Ignacio Ruiz Quintano
Abc
En la espada de Cortés, decía el otro día el poeta Miguél Ángel Álvarez a mi Emilia Landaluce, lo que brillaba era la civilización.
Un 8 de noviembre dio Cortés en México-Tenochtitlan con el gran Moctezuma de la silla de oro, que salía a su encuentro. Ninguna ficción ha podido igualar hasta la fecha la hombrada de este español de Medellín que en los devaneos de la Historia sólo admite comparación con César o Alejandro, aunque de ninguno de los tres sea capaz de decirnos una palabra cualquier escolar de esta España “postfactual” que en la paz de la charca cultiva la conversación de las ranas.
Un arquitecto asociado a la Fundación Gustavo Bueno (al margen, pues, del consenso que mata la libertad de pensamiento), Iván Vélez, publica ahora “El mito de Cortés” (de héroe universal a icono de la Leyenda Negra), repaso y puesta al día de toda la literatura cortesiana.
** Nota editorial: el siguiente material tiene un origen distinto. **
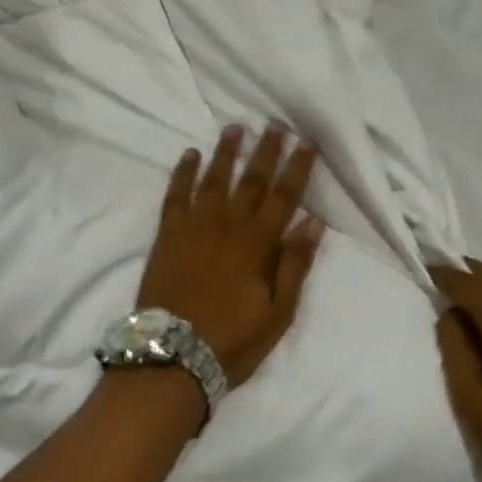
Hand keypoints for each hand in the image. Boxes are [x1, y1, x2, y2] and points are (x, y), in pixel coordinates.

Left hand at [138, 126, 325, 388]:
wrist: (173, 357)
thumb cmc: (232, 340)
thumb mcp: (278, 313)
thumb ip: (295, 265)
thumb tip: (313, 222)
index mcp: (258, 245)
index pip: (283, 197)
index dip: (296, 168)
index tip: (305, 143)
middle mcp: (228, 226)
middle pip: (251, 180)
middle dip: (266, 150)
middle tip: (275, 124)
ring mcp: (195, 227)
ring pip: (214, 179)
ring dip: (226, 152)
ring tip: (235, 127)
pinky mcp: (168, 234)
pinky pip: (176, 195)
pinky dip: (183, 172)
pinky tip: (190, 154)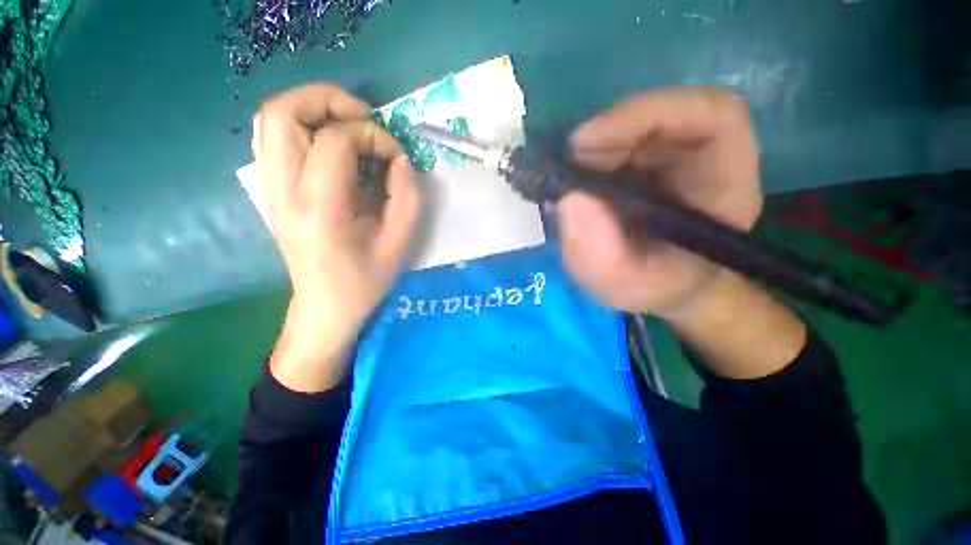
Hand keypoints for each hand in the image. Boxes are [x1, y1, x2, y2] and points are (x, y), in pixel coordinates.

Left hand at [253, 84, 420, 391]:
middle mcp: (282, 191)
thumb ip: (407, 197)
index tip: (395, 156)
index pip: (335, 141)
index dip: (372, 136)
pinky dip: (302, 126)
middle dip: (328, 100)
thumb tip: (401, 159)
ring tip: (349, 126)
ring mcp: (269, 189)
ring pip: (272, 119)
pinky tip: (331, 146)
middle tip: (364, 118)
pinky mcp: (271, 191)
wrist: (324, 307)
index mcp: (318, 209)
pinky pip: (274, 138)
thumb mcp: (399, 244)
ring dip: (312, 109)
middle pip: (282, 112)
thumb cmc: (365, 281)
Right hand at [558, 86, 762, 319]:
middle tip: (564, 166)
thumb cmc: (655, 286)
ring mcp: (675, 155)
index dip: (647, 114)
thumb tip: (569, 202)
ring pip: (636, 126)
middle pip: (663, 115)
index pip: (711, 115)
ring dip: (594, 147)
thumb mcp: (626, 285)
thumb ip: (601, 257)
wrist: (663, 285)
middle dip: (606, 135)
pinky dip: (589, 157)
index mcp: (724, 182)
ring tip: (566, 179)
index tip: (585, 143)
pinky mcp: (649, 160)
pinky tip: (573, 180)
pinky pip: (620, 142)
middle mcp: (705, 157)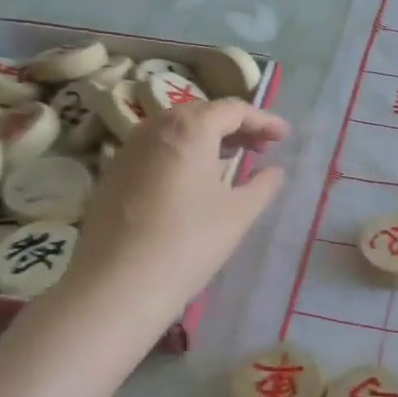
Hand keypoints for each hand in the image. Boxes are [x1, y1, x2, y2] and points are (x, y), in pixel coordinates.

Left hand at [52, 99, 289, 328]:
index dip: (263, 120)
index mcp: (189, 129)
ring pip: (175, 131)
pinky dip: (182, 154)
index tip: (284, 135)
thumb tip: (273, 171)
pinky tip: (194, 180)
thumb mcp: (238, 214)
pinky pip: (156, 150)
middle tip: (262, 146)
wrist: (117, 286)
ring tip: (232, 159)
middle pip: (201, 114)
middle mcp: (155, 128)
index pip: (233, 110)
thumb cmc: (188, 243)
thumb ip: (262, 185)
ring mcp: (128, 150)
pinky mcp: (113, 175)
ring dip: (207, 139)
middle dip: (235, 126)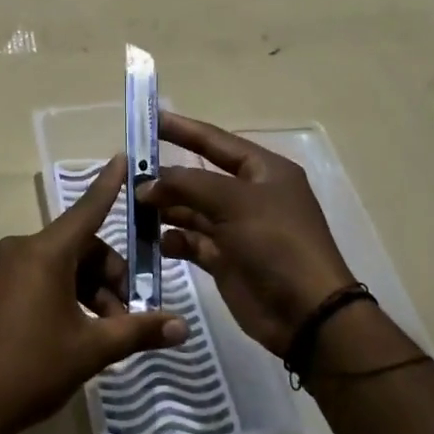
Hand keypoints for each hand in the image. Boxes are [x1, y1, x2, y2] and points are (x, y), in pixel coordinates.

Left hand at [0, 155, 187, 433]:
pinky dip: (64, 297)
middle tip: (127, 319)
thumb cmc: (30, 369)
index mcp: (45, 253)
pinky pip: (38, 280)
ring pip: (60, 267)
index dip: (109, 185)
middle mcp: (21, 250)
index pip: (87, 209)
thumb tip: (182, 327)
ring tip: (105, 335)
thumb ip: (137, 331)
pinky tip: (75, 334)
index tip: (122, 158)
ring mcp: (1, 271)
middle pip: (80, 248)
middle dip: (110, 278)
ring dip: (89, 293)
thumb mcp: (91, 349)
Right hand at [137, 113, 359, 356]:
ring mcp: (237, 229)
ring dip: (164, 209)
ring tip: (134, 208)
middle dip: (166, 177)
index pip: (215, 141)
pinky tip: (157, 242)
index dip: (182, 130)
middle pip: (198, 178)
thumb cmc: (276, 243)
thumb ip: (187, 186)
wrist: (306, 313)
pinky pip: (192, 242)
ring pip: (191, 210)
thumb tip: (146, 184)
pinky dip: (173, 240)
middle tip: (127, 175)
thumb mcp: (234, 202)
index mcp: (263, 171)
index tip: (147, 120)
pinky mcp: (226, 260)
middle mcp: (249, 196)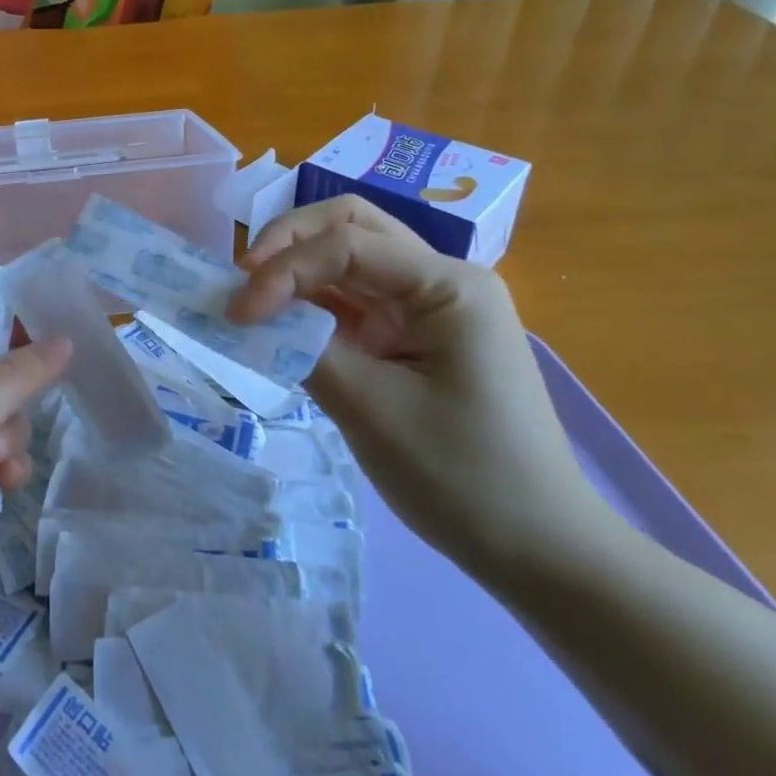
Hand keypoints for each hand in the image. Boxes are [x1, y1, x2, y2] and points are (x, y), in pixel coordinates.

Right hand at [229, 196, 613, 579]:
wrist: (536, 548)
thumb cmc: (462, 477)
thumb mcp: (372, 410)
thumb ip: (304, 350)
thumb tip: (249, 317)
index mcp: (448, 285)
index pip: (347, 245)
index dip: (284, 270)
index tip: (238, 314)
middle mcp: (440, 279)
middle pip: (352, 226)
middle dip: (290, 243)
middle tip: (244, 280)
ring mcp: (427, 307)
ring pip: (349, 257)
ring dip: (297, 269)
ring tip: (253, 297)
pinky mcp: (412, 336)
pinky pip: (353, 300)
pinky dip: (311, 303)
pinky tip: (281, 323)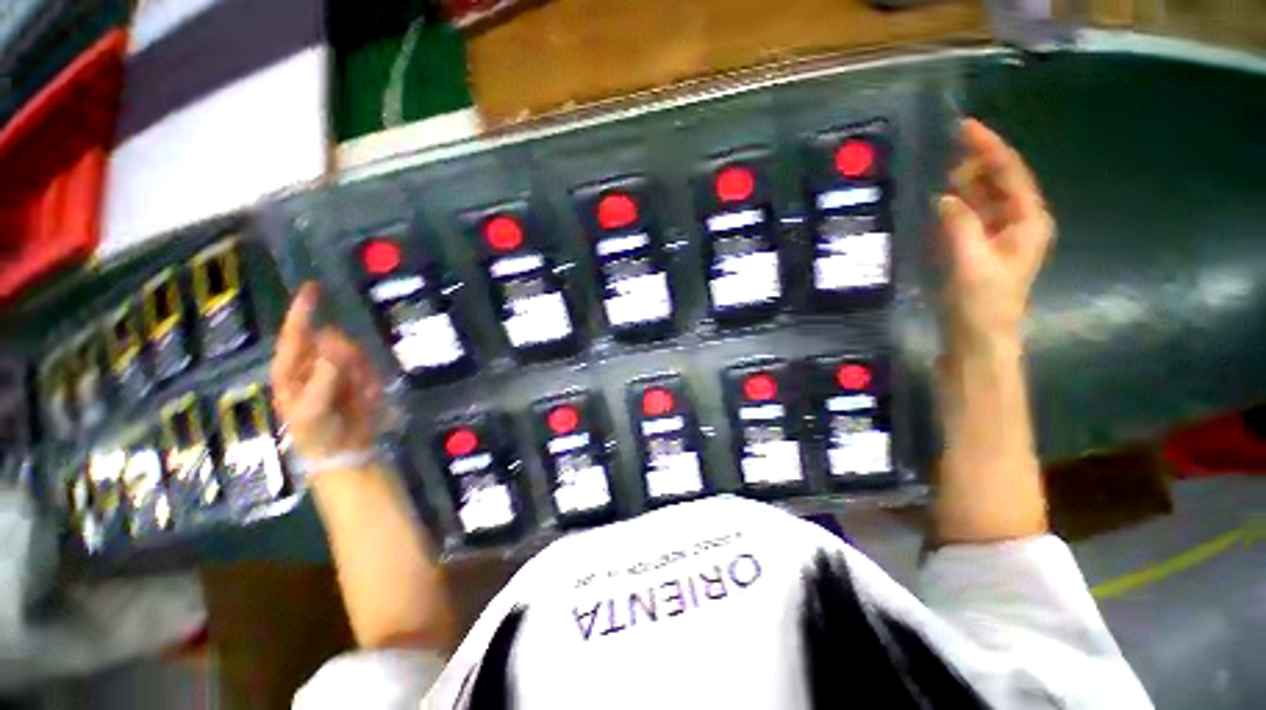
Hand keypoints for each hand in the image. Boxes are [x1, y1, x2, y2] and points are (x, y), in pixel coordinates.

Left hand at [271, 283, 382, 460]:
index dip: (303, 311)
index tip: (314, 288)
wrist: (344, 453)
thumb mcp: (315, 407)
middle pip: (334, 341)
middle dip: (349, 358)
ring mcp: (336, 371)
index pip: (295, 334)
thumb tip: (335, 339)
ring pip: (356, 353)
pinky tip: (369, 398)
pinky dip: (372, 381)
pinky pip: (370, 367)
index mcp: (290, 370)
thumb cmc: (318, 434)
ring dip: (363, 373)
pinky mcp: (357, 378)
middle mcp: (312, 365)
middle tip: (357, 380)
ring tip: (363, 396)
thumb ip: (325, 374)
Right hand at [938, 119, 1053, 355]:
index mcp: (1028, 220)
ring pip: (984, 197)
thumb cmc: (982, 302)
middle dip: (975, 163)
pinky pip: (970, 215)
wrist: (979, 337)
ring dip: (964, 183)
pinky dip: (956, 205)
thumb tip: (945, 197)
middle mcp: (1018, 221)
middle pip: (999, 181)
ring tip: (938, 170)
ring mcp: (999, 234)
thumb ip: (959, 225)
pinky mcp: (980, 246)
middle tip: (943, 151)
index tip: (964, 127)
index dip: (989, 148)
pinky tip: (939, 200)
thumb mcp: (971, 262)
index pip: (1010, 173)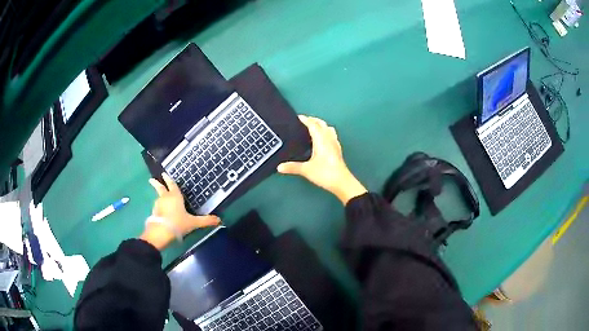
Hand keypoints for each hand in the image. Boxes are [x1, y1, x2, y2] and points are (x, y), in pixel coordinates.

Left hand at [140, 173, 219, 249]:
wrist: (161, 233)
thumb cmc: (178, 224)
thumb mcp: (193, 223)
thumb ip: (205, 221)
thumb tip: (219, 220)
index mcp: (175, 196)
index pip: (172, 185)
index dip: (169, 179)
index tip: (163, 174)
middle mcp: (165, 198)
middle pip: (160, 188)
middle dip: (156, 183)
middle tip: (151, 179)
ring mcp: (158, 205)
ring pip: (159, 198)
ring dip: (160, 197)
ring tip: (161, 198)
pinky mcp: (154, 213)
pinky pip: (158, 208)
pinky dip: (159, 207)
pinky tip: (162, 212)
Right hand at [277, 115, 366, 204]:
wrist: (342, 182)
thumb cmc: (324, 173)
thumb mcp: (306, 170)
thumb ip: (292, 167)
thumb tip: (278, 167)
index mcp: (321, 140)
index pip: (313, 125)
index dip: (305, 120)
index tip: (298, 117)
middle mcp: (329, 139)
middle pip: (321, 124)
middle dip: (313, 120)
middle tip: (304, 121)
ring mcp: (335, 144)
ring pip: (328, 128)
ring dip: (321, 125)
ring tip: (313, 127)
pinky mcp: (338, 150)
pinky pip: (332, 135)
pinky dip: (326, 132)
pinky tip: (323, 139)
El apunte que hace Vélez de la grande fiesta del Corpus Christi en la capital mexicana (“la solemne procesión compuesta por blancos, mestizos e indígenas, españoles y criollos, mostraba uno de los principales atributos civilizatorios del Imperio español: el mestizaje racial y cultural”) me lleva al recuerdo de lo que Gustavo Bueno contaba a Hughes en “El Cultural”, hace un año: la Iglesia la toma con Galileo por el atomismo (no por el geocentrismo), que dificultaba el dogma de la transustanciación, y desvió la atención con la astronomía porque temía más la negación del Corpus Christi, esencia del catolicismo, y que aquí, añadía Bueno, se negó como si tal cosa:
–Un día el ministro Ordóñez dejó de considerar el Corpus Christi como fiesta obligatoria. “Esto es la revolución”, pensé. ¡Y no se han dado ni cuenta!
Vuelvo a la belleza teológica del desafío tlaxcalteca a la divinidad de Cortés:
–Si eres dios de los que comen sangre e carne, cómete estos indios, e traerte hemos más; e si eres dios bueno, ves aquí incienso e plumas; e si eres hombre, ves aquí gallinas e pan e cerezas.